Philip Lord philip at neoncluster.com
Mon May 4 00:46:40 CDT 2015


Thanks Eric,
I’ve never used python, so it’ll certainly be a learning curve.
If I can get it to work, It’ll ease my pain. May give it a go this weekend….Possible high chance of failure though!

Cheers


> On May 4, 2015, at 5:07 PM, Eric Smith <spacewar at gmail.com> wrote:
> 
>> I’m looking for a program (or preferably an online conversion site, as I use Macintosh) that can convert a long stream of Hex, to 3 digit Octal.
> 
> With python 2.7 installed, the following program, which I call
> hex2oct.py, will do it:
> 
> #!/usr/bin/python2
> # Copyright 2015 Eric Smith <spacewar at gmail.com>
> # Released under Creative Commons BY-SA 4.0 International Public License
> # https://creativecommons.org/licenses/by-sa/4.0/legalcode
> import fileinput,re,sys
> r = re.compile('[0-9A-F]+', re.I)
> for line in fileinput.input():
>    while len(line):
>        m = r.search(line)
>        if m:
>            sys.stdout.write(line[:m.start()])
>            sys.stdout.write("%03o" % int(m.group(),16))
>            line = line[m.end():]
>        else:
>            sys.stdout.write(line)
>            line = ''
> 
> Just put that in a file and chmod it to be executable.
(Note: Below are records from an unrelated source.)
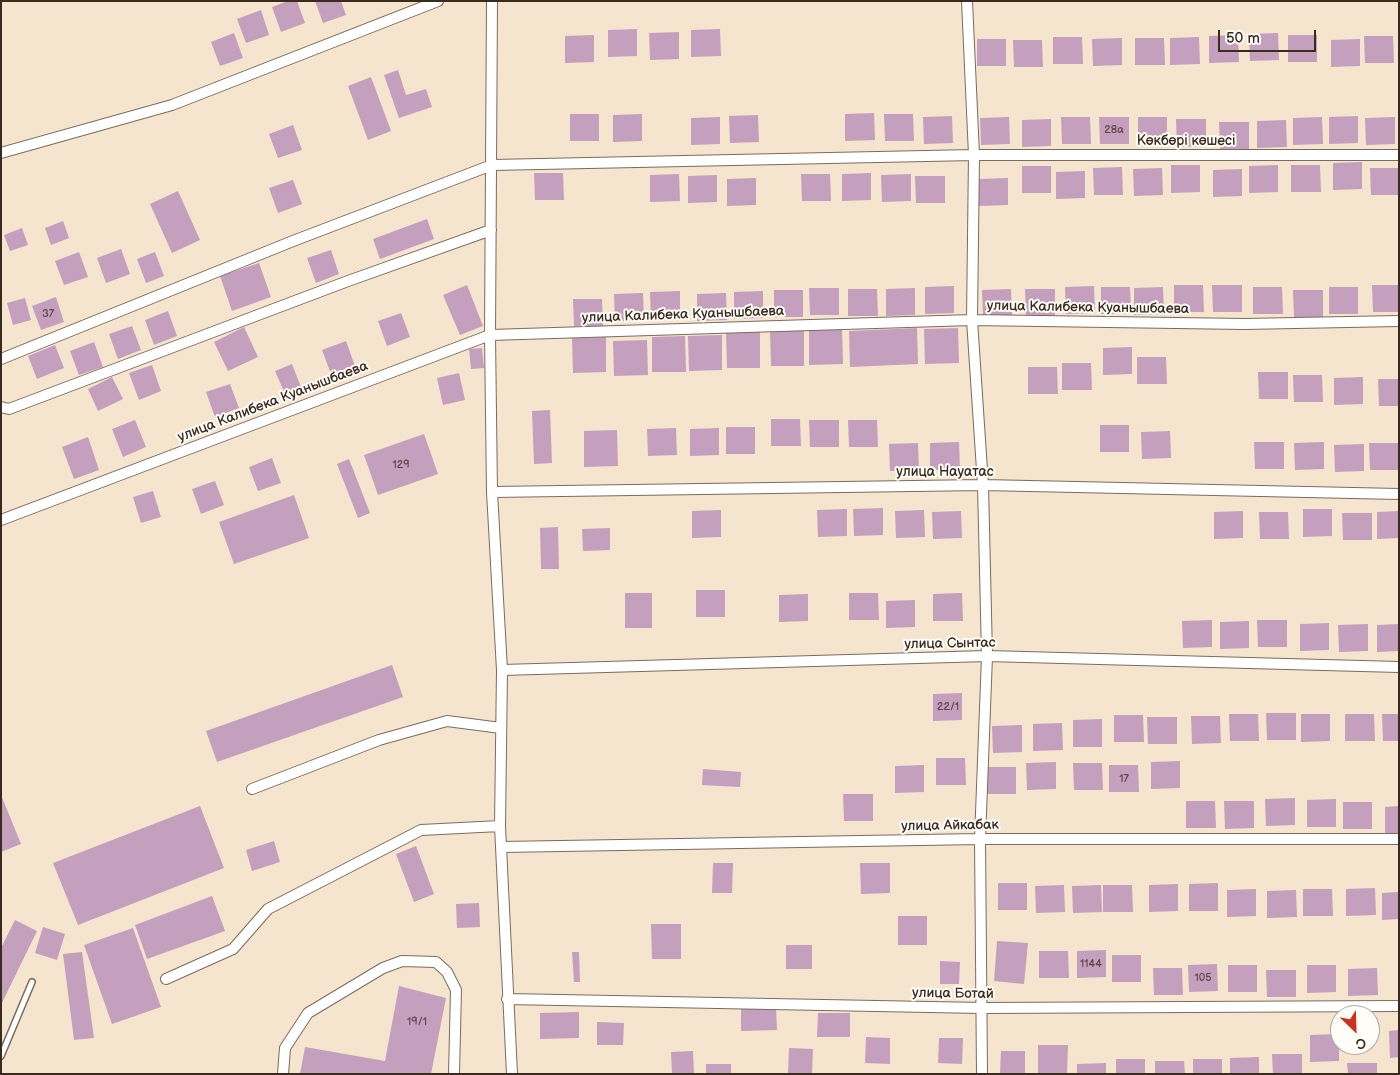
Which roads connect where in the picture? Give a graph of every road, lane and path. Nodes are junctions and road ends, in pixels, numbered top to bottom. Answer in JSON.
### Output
{"nodes":[{"id":1,"x":438,"y":1,"type":"edge"},
{"id":2,"x":492,"y":1,"type":"edge"},
{"id":3,"x":966,"y":1,"type":"edge"},
{"id":4,"x":1,"y":153,"type":"edge"},
{"id":5,"x":974,"y":155,"type":"junction"},
{"id":6,"x":1399,"y":155,"type":"edge"},
{"id":7,"x":492,"y":165,"type":"junction"},
{"id":8,"x":492,"y":230,"type":"junction"},
{"id":9,"x":972,"y":320,"type":"junction"},
{"id":10,"x":1399,"y":321,"type":"edge"},
{"id":11,"x":490,"y":335,"type":"junction"},
{"id":12,"x":1,"y":359,"type":"edge"},
{"id":13,"x":1,"y":407,"type":"edge"},
{"id":14,"x":983,"y":485,"type":"junction"},
{"id":15,"x":492,"y":492,"type":"junction"},
{"id":16,"x":1399,"y":494,"type":"edge"},
{"id":17,"x":1,"y":520,"type":"edge"},
{"id":18,"x":987,"y":656,"type":"junction"},
{"id":19,"x":1399,"y":667,"type":"edge"},
{"id":20,"x":502,"y":670,"type":"junction"},
{"id":21,"x":501,"y":728,"type":"junction"},
{"id":22,"x":252,"y":789,"type":"dead end"},
{"id":23,"x":500,"y":826,"type":"junction"},
{"id":24,"x":980,"y":839,"type":"junction"},
{"id":25,"x":1399,"y":840,"type":"edge"},
{"id":26,"x":501,"y":847,"type":"junction"},
{"id":27,"x":166,"y":979,"type":"dead end"},
{"id":28,"x":32,"y":982,"type":"dead end"},
{"id":29,"x":507,"y":999,"type":"junction"},
{"id":30,"x":1399,"y":1006,"type":"edge"},
{"id":31,"x":982,"y":1008,"type":"junction"},
{"id":32,"x":1,"y":1056,"type":"edge"},
{"id":33,"x":283,"y":1074,"type":"edge"},
{"id":34,"x":454,"y":1074,"type":"edge"},
{"id":35,"x":512,"y":1074,"type":"edge"},
{"id":36,"x":982,"y":1074,"type":"edge"}],
"edges":[{"from":1,"to":4,"type":"street"},
{"from":2,"to":7,"type":"street"},
{"from":3,"to":5,"type":"street"},
{"from":5,"to":6,"type":"street","name":"Көкбөрі көшесі"},
{"from":5,"to":7,"type":"street","name":"Көкбөрі көшесі"},
{"from":5,"to":9,"type":"street"},
{"from":7,"to":8,"type":"street"},
{"from":7,"to":12,"type":"street","name":"Көкбөрі көшесі"},
{"from":8,"to":11,"type":"street"},
{"from":8,"to":13,"type":"street"},
{"from":9,"to":10,"type":"street","name":"улица Калибека Куанышбаева"},
{"from":9,"to":11,"type":"street","name":"улица Калибека Куанышбаева"},
{"from":9,"to":14,"type":"street"},
{"from":11,"to":15,"type":"street"},
{"from":11,"to":17,"type":"street","name":"улица Калибека Куанышбаева"},
{"from":14,"to":15,"type":"street","name":"улица Науатас"},
{"from":14,"to":16,"type":"street","name":"улица Науатас"},
{"from":14,"to":18,"type":"street"},
{"from":15,"to":20,"type":"street"},
{"from":18,"to":19,"type":"street","name":"улица Сынтас"},
{"from":18,"to":20,"type":"street","name":"улица Сынтас"},
{"from":18,"to":24,"type":"street"},
{"from":20,"to":21,"type":"street"},
{"from":21,"to":22,"type":"street"},
{"from":21,"to":23,"type":"street"},
{"from":23,"to":26,"type":"street"},
{"from":23,"to":27,"type":"street"},
{"from":24,"to":25,"type":"street","name":"улица Айкабак"},
{"from":24,"to":26,"type":"street","name":"улица Айкабак"},
{"from":24,"to":31,"type":"street"},
{"from":26,"to":29,"type":"street"},
{"from":28,"to":32,"type":"lane"},
{"from":29,"to":31,"type":"street","name":"улица Ботай"},
{"from":29,"to":35,"type":"street"},
{"from":30,"to":31,"type":"street","name":"улица Ботай"},
{"from":31,"to":36,"type":"street"},
{"from":33,"to":34,"type":"street"}]}
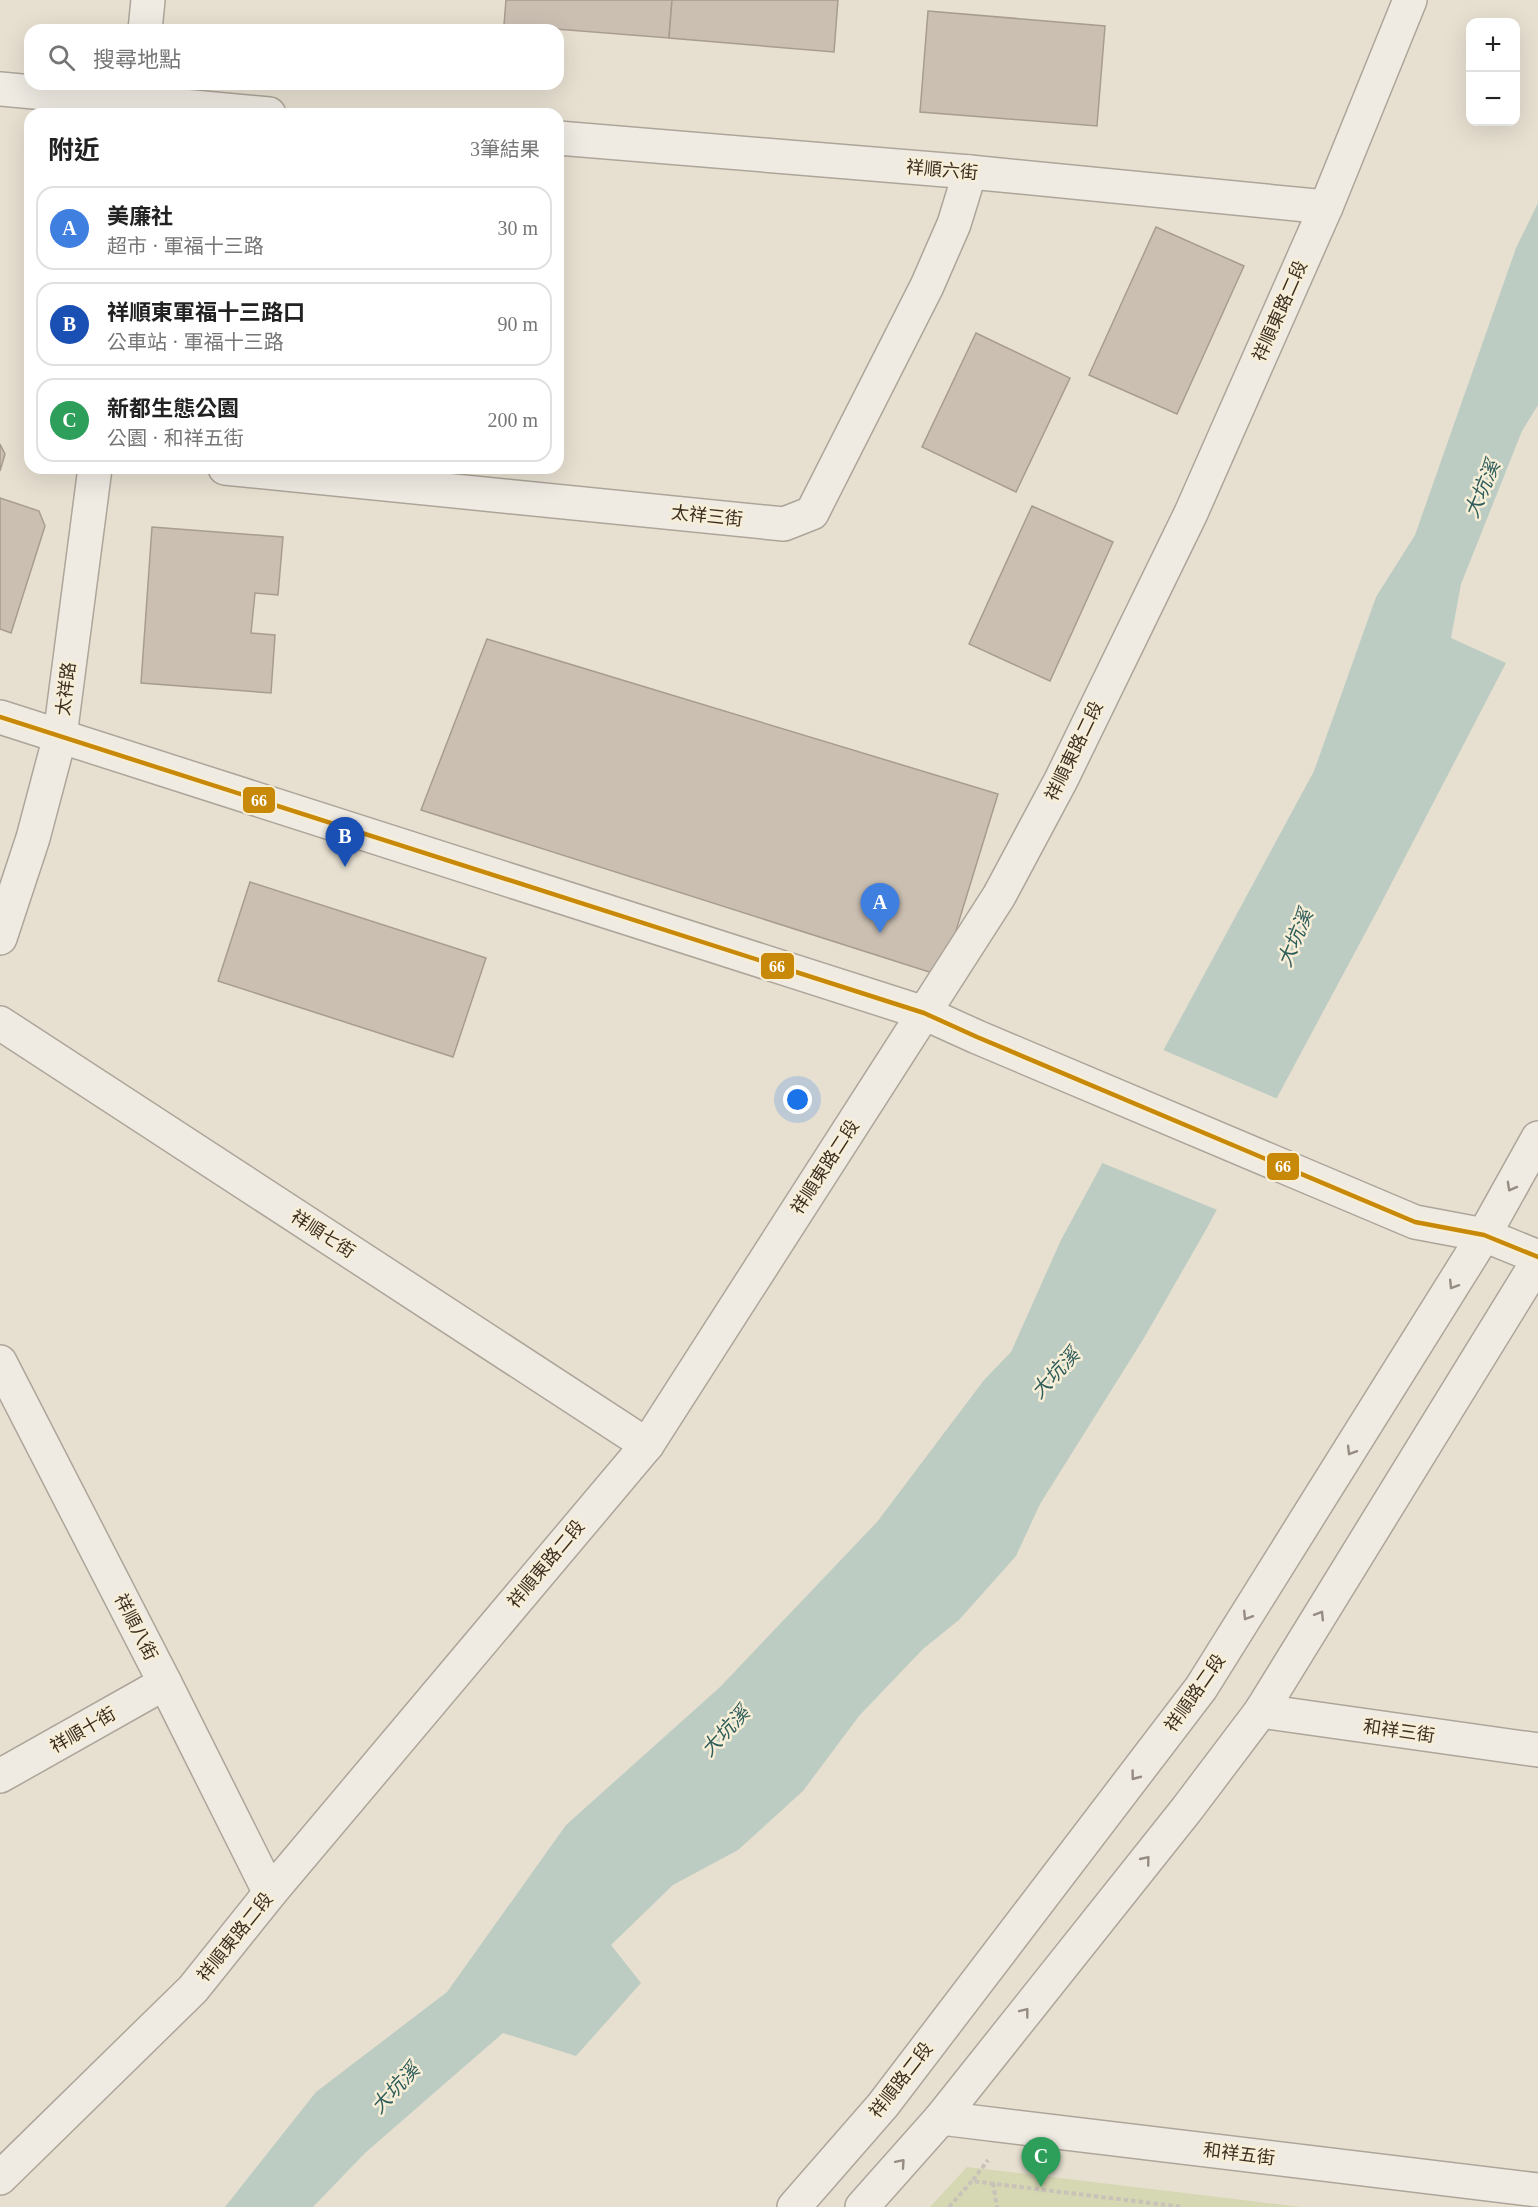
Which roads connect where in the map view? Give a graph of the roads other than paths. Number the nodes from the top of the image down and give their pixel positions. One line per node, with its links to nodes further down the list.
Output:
1 (148, 0): 3 (street)
2 (1410, 0): 9 (street, 祥順東路二段)
3 (146, 24)
4 (0, 89): 5 (street)
5 (137, 100): 6 (street)
6 (212, 108)
7 (564, 138): 8 (street, 祥順六街)
8 (970, 172): 9 (street, 祥順六街); 11 (street, 太祥三街)
9 (1326, 207): 15 (street, 祥順東路二段)
10 (94, 474): 13 (street, 太祥路)
11 (285, 474)
12 (0, 717): 13 (street)
13 (60, 736): 14 (street, 太祥路); 15 (street)
14 (0, 938)
15 (924, 1013): 18 (street); 22 (street, 祥順東路二段)
16 (0, 1023): 22 (street, 祥順七街)
17 (1538, 1138): 18 (street, 祥順路二段, one-way to 18)
18 (1484, 1235): 19 (street); 31 (street, 祥順路二段, one-way to 31)
19 (1538, 1257)
20 (1538, 1261): 24 (street, one-way to 20)
21 (0, 1362): 23 (street, 祥順八街)
22 (647, 1445): 27 (street, 祥順東路二段)
23 (165, 1683): 26 (street, 祥順十街); 27 (street, 祥順八街)
24 (1261, 1711): 25 (street, 和祥三街); 28 (street, one-way to 24)
25 (1538, 1750)
26 (0, 1776)
27 (270, 1893): 29 (street, 祥順東路二段)
28 (941, 2118): 30 (street, 和祥五街); 32 (street, one-way to 28)
29 (0, 2178)
30 (1538, 2190)
31 (794, 2207)
32 (862, 2207)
Change the path
> in the first line to the location of your python executable.
> (Alternatively, put "python" or the full path to the python executable
> on the command line before then name of this program.)
> 
> By default It takes data from standard input, or you can specify one
> or more filenames on the command line to be processed sequentially.
> From standard input, enter as many lines of input as you like, then an
> end-of-file (control-D on Unix and derivatives, control-Z on Windows,
> though I haven't tested it on Windows).  Exit by an empty line with an
> end-of-file.
> 
> Any non-hexadecimal data before, between, or after hexadecimal numbers
> is preserved, so you can have commas, tabs, etc. in the input and get
> them back in the output.
> 
> Hexadecimal values larger than FF will likely yield undesired results.
> The program could be easily modified to ignore them, complain about
> them, or automatically split up sequences of more than 2 hex digits.